I wrote about the telltale signs of AI writing, and that article struck a nerve (it is one of the most-read pieces on this site!). The emails I get now ask the next question:
Okay, I see the signs in my own drafts. How do I make AI writing sound human?
This is an entirely reasonable question! Here's your guide: where AI belongs in your writing process (and where it doesn't), the exact edit pass I use, the prompts that help, and an honest look at humanizer tools and AI detectors. You'll need an hour, your draft, your imagination, and at least one memory that only you have.
Let's roll.

Why AI writing sounds like AI
AI writes toward the middle of everything: content, readership, reading level, verbiage.
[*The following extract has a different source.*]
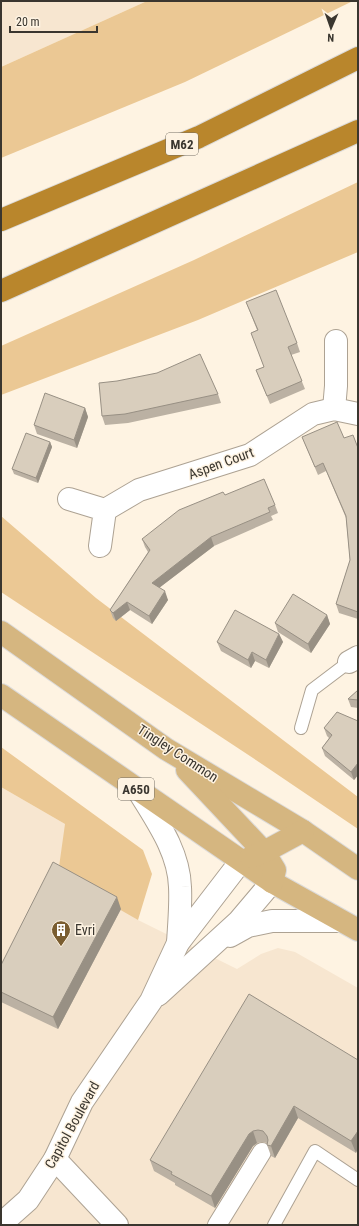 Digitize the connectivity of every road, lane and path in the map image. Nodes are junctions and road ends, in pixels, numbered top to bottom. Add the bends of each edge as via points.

It was trained on averages, so it produces averages: sentences that cluster between 12 and 18 words, paragraphs in uniform blocks, transitions stitched together with glue words like moreover and furthermore (nobody says furthermore out loud, I promise), and buzzwords like leverage doing laps every third paragraph.
Most of all, it produces writing with nothing to point at: no colorful ripe pear, no storm clouds hovering on the far horizon, no person with a name.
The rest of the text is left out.